Records:
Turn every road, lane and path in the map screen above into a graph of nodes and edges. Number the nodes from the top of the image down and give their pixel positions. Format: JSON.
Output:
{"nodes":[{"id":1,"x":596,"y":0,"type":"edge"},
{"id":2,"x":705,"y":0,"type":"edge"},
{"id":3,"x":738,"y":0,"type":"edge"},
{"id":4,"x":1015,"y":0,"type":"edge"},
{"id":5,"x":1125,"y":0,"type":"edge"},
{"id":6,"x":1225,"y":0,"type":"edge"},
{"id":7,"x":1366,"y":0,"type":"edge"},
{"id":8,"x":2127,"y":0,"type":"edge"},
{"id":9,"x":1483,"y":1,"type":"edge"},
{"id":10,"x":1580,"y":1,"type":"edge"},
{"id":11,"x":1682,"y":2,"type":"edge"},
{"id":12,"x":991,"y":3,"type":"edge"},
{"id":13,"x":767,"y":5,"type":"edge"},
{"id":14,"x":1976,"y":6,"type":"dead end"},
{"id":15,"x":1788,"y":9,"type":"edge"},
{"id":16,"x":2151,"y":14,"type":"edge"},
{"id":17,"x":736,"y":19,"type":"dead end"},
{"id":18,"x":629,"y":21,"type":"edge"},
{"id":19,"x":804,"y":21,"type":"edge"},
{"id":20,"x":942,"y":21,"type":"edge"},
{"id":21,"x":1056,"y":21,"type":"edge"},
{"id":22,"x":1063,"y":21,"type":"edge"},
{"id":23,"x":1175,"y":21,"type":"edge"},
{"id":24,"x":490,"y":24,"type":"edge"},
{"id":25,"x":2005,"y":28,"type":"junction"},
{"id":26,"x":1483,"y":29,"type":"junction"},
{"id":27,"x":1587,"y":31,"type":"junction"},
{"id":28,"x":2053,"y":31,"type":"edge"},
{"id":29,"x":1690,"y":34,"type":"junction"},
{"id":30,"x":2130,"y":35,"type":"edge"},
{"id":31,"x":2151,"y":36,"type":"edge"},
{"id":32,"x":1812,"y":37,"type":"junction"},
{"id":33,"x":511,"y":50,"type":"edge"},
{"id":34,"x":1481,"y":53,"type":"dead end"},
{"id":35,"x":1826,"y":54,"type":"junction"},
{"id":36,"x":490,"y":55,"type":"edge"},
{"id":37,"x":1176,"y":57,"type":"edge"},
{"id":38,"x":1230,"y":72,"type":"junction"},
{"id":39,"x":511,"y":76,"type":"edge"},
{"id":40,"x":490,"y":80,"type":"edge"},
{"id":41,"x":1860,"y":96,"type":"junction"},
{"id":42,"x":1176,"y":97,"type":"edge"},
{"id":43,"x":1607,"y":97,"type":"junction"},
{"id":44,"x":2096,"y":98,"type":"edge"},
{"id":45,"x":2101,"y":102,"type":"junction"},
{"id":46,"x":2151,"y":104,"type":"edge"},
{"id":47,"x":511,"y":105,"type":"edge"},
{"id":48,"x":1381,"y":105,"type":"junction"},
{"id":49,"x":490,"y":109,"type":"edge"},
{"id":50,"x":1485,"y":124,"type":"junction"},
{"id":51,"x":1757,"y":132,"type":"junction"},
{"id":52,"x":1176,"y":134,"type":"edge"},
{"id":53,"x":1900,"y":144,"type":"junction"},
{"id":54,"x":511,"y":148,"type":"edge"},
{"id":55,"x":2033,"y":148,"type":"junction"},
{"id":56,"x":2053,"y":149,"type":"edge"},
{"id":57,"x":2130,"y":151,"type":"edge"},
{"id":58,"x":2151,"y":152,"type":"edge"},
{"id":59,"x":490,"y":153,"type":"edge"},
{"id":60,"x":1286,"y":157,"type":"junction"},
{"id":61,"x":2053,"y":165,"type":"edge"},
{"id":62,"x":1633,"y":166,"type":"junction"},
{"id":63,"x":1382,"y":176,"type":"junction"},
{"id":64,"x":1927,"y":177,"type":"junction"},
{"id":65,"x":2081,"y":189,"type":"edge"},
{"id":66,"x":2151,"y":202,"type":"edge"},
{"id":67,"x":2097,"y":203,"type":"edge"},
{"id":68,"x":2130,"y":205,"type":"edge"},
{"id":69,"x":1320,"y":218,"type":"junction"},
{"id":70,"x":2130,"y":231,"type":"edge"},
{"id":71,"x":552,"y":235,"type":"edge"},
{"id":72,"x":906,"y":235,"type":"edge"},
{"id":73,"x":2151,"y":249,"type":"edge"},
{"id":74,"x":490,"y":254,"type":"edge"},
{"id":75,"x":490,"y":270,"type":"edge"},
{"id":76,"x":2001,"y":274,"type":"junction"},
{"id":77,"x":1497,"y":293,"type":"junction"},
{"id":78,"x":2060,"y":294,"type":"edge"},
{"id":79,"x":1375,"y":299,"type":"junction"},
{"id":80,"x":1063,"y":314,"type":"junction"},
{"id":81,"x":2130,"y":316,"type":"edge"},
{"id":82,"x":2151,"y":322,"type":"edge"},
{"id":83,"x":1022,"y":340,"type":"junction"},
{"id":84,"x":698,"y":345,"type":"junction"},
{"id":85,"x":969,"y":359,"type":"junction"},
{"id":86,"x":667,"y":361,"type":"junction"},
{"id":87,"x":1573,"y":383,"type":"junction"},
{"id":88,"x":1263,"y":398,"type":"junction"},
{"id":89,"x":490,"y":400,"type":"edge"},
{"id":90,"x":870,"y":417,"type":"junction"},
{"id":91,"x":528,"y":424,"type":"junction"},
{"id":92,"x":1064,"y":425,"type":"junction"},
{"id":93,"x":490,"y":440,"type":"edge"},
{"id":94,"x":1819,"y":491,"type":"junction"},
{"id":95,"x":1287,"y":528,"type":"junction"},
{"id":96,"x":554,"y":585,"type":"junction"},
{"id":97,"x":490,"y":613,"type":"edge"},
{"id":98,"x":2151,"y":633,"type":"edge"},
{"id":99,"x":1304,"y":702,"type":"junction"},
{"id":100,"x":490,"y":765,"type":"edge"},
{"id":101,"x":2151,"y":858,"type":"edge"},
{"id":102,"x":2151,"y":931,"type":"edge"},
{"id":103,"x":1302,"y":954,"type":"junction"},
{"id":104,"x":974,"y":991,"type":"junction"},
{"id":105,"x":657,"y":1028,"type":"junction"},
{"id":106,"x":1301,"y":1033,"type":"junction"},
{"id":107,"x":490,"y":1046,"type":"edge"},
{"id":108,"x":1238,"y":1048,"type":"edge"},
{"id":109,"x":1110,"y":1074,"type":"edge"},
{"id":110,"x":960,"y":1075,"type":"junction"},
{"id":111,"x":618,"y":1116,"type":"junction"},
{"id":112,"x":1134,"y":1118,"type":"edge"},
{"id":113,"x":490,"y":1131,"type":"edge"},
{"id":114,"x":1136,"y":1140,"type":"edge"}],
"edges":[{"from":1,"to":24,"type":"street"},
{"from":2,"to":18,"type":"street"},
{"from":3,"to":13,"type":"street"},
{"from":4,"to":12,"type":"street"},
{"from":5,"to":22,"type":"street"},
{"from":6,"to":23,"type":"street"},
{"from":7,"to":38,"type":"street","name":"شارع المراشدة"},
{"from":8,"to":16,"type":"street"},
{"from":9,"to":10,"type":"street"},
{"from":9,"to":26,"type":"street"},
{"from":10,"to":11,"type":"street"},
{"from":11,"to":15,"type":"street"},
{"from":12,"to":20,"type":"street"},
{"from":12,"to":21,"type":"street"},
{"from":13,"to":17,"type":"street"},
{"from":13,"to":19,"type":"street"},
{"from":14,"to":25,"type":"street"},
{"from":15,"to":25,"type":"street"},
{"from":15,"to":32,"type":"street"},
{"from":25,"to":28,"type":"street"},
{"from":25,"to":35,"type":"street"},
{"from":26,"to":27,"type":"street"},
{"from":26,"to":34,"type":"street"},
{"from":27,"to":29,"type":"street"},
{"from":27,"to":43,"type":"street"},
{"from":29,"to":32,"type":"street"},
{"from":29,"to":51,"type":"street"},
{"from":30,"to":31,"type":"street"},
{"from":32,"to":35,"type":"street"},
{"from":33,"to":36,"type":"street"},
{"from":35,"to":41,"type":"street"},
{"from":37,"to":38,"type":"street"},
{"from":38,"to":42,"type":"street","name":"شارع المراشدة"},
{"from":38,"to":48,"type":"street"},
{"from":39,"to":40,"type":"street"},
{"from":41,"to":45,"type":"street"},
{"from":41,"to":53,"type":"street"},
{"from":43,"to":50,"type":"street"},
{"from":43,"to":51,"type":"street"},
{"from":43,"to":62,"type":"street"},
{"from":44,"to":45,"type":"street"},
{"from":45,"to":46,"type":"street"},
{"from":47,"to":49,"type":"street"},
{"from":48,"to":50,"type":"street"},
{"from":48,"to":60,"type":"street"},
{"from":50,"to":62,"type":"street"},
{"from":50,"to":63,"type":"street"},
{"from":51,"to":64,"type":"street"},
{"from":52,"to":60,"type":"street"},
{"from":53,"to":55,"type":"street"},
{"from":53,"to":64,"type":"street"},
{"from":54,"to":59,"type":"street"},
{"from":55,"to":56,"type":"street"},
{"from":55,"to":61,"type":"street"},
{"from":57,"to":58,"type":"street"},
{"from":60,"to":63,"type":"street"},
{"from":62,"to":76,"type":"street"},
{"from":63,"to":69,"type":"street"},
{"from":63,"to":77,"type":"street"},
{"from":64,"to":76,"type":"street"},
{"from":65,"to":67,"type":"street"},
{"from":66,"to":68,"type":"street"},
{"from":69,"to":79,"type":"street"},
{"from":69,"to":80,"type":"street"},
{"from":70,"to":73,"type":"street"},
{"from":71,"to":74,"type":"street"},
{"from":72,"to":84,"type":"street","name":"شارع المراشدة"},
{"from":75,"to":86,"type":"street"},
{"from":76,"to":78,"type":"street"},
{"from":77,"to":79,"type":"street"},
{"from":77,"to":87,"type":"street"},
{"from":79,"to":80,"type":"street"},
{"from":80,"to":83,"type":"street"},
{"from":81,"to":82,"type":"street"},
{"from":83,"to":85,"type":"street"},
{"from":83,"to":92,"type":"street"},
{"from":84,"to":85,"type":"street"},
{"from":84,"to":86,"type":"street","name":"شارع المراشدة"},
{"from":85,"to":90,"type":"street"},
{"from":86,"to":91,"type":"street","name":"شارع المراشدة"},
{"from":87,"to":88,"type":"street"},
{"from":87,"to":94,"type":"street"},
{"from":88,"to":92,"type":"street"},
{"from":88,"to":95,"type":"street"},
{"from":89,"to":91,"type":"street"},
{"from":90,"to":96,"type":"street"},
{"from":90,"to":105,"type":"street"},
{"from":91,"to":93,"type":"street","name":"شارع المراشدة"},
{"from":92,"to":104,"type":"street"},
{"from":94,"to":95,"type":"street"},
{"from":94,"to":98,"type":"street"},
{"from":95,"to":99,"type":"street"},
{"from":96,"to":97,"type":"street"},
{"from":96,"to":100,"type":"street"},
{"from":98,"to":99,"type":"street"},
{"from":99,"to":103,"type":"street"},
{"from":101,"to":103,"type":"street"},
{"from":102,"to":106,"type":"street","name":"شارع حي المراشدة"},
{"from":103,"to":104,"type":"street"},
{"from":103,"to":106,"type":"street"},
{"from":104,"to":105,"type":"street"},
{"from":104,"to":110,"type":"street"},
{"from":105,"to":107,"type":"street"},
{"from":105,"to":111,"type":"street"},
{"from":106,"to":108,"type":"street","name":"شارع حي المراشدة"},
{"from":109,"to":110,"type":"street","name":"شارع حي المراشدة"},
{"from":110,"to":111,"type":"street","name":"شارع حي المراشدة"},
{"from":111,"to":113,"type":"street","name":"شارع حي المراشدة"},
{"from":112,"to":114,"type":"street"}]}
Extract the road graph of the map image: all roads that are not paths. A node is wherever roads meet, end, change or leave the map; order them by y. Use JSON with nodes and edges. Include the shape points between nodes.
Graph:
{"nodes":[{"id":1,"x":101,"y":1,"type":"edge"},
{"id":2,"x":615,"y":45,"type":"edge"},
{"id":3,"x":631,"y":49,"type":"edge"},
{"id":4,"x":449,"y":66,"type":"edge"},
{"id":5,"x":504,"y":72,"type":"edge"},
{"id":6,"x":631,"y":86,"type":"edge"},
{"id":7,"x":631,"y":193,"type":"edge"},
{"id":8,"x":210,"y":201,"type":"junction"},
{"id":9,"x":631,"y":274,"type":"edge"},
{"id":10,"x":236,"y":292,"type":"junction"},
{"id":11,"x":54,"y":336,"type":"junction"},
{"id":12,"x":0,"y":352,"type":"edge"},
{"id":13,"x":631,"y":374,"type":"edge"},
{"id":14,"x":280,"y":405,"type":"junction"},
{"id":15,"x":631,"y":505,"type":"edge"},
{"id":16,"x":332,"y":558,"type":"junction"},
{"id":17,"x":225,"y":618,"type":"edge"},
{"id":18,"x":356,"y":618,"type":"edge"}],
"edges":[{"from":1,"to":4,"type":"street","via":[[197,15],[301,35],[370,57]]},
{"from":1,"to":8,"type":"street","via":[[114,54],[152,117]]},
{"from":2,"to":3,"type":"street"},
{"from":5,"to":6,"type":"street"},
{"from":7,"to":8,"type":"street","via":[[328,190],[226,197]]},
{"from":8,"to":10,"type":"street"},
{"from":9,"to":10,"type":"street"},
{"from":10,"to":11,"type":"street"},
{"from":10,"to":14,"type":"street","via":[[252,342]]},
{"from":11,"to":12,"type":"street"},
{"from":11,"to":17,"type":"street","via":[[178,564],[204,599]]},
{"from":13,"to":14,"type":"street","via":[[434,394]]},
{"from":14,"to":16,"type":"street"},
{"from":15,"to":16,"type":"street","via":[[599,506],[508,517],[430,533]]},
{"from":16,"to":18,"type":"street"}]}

What you are asked to do: Determine how many lines of the material include the string "road", and give only the resulting number.

Result for this exercise: 2